Just a quick question about a child tax credit that my wife is currently receiving. This is a credit she's receiving while her daughter is in school, and will end when she graduates in June (or maybe July, can't recall). We aren't sure if my arrival will preclude her from continuing to receive this credit, since I'm not allowed to receive public benefits. Or would this credit be exempt from that since it was already in progress before I got there?
We know that once I get a job, which hopefully will be soon after arrival, she'd likely no longer qualify for this since it's largely a financial need-based credit. Just unsure of the time between my arrival and starting work.

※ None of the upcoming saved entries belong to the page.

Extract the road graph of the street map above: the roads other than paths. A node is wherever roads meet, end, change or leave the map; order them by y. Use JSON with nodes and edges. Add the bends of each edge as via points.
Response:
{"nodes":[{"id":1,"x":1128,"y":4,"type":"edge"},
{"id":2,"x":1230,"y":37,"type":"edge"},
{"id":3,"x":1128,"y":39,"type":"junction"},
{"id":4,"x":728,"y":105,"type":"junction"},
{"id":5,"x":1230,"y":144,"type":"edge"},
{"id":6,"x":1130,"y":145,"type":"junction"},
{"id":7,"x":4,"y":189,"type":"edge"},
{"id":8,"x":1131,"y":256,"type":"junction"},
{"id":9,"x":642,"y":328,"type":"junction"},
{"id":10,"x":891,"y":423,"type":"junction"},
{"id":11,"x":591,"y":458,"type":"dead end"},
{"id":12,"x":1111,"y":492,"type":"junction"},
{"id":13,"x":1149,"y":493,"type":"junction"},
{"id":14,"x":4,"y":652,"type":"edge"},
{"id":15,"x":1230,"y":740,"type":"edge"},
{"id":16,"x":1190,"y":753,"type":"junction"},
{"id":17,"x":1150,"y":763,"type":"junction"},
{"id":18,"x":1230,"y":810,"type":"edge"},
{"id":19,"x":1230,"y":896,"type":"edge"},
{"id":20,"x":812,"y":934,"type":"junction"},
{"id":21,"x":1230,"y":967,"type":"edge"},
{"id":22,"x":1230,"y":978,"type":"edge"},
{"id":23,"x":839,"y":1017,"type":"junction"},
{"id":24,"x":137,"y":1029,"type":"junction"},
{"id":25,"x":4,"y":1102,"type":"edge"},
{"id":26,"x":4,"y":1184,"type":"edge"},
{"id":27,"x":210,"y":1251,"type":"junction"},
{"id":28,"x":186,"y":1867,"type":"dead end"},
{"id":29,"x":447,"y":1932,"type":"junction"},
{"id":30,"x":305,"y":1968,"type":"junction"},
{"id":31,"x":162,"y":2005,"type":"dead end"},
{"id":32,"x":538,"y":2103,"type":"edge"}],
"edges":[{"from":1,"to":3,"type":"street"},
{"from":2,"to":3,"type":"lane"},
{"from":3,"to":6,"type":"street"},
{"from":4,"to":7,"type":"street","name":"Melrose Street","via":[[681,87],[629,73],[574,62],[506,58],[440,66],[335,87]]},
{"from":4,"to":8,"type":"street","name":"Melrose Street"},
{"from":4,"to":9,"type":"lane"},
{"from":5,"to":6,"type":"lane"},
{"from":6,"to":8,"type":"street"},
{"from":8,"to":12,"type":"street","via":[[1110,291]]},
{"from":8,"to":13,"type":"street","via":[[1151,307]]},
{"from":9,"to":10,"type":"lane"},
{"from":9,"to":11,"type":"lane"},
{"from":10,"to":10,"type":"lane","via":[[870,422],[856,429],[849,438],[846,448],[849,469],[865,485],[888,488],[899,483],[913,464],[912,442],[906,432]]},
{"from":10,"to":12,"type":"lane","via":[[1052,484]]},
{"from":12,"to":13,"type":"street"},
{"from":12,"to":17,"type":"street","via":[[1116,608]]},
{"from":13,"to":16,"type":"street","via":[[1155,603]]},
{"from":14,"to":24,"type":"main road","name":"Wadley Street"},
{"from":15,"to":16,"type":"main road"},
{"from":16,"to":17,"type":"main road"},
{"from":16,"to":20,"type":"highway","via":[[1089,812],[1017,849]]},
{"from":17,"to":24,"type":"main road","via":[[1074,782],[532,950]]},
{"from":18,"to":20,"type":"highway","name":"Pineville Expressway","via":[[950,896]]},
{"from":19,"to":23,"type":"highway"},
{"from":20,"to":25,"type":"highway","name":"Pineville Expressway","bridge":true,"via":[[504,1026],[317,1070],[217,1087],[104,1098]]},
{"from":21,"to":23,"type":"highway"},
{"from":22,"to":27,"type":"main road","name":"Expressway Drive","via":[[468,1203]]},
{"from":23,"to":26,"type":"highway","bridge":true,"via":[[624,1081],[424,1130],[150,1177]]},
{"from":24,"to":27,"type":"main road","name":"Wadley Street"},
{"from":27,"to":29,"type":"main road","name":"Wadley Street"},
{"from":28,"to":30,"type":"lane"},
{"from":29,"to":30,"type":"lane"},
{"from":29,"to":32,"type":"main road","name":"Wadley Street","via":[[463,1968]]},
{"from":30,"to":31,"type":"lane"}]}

If I've got anything wrong or you need further info, please let me know.
Thank you!
Despite the name, Tax Credits are nothing to do with taxes. Tax Credits are an income based welfare payment. Even those who don't earn anything can claim for Child Tax Credits as that money is to help their children not live in poverty. As TC is an income based welfare payment, there is a poverty cap.
As your wife is married, she cannot claim benefits as a single person anymore. For each benefit she claims (Tax Credits, Child Benefit, Housing Benefit etc) she would have signed each claim to say that she will inform the relevant agency of any change. Did she tell all those agencies when she got married?
For her Tax Credit claim, I
think your income might only be counted in her claim from when you arrive in the country but there is also your savings which became hers too when you married.
BUT Tax Credits are one of the six income based benefits being replaced by a new one welfare payment called Universal Credit, under the Welfare Reforms Acts (laws). I'm not sure how UC works, but her being married might have triggered a move from Tax Credits (which are being closed down) to UC, depending on when her area became a full service Universal Credit area.
UC full service was rolled out across the country this year at the rate of about 65/70 job centre areas per month. I have no idea iif UC will regard your income in the US and savings, capital, property abroad etc as part of your wife's income based benefit claim in the UK.
If she did inform Tax Credits that she is married and is still on Tax Credits as Universal Credit wasn't full service in her area when she married you and she was allowed to stay on TC for the moment, she might have had an overpayment anyway. Your name will have to go her TC claim too (so get a NINo when you arrive for that) as it is benefit fraud for her to claim as a single person when she is not. Tax Credits must always be claimed in joint names if the claimant has a partner. I'm not sure how the TC rules work for a partner who lives aboad.
Any overpayment of this years TCs will depend on what she earns in this tax year April 2017/8 and what you earn when in the UK for 2017/8 and your savings. A TC claim has an amount removed for something like every 250 of savings. Tax Credit payments are calculated in arrears at the end of a tax year (April) for payments she has already been given, which is why it is important to telll Tax Credits as soon as there are changes that might affect their benefits, to avoid the overpayments being thousands as that money has to be paid back fairly quciklly.
For Tax Credits, the next tax year starts 6 April 2018 to 5 April 2019. If you jointly earn too much in that tax year for Tax Credits and your savings reduce the payment further, then any overpayments for that tax year will have to be paid back too.
If your wife is moved to Universal Credit instead of Tax Credits, you and your wife will claim monthly, if your wife is allowed that benefit as the rules are different to TC. Universal Credit has a 16k savings/capital cap, in line with what the other income based benefit already have: with some limited protection on that for those moved onto UC from TCs (as TCs don't have a savings/capital cap).
Under the Tax Credits rules, she could have added you to her TC claim between you arriving and working, and claim extra benefits for you despite you having no recourse to these public funds. But as I said, I
think she might have "triggered" a move to UC. Therefore as she triggered the change , there would be no financial transitional protection for her by moving to UC; she can't claim extra benefit money for you as that is being stopped under UC, she will have to follow UC rules, etc. Your joint savings
may get some transitional protection to allow her to have a UC claim.
However, as your wife needed to tell all the benefit agencies she claims from that she is no longer single and told them of your joint savings/capital etc, they will have already told her by how much her benefits will be reduced/end. If she still hasn't told all the benefit agencies she claims from, it will look better for her if she tells them this rather than they write to her about it: government agencies share information. As you provided proof to UKVI that you are married and proof of your joint savings to meet the financiall requirement for your visa, then the benefits agencies will find that with their regular data matching with the UKVI records.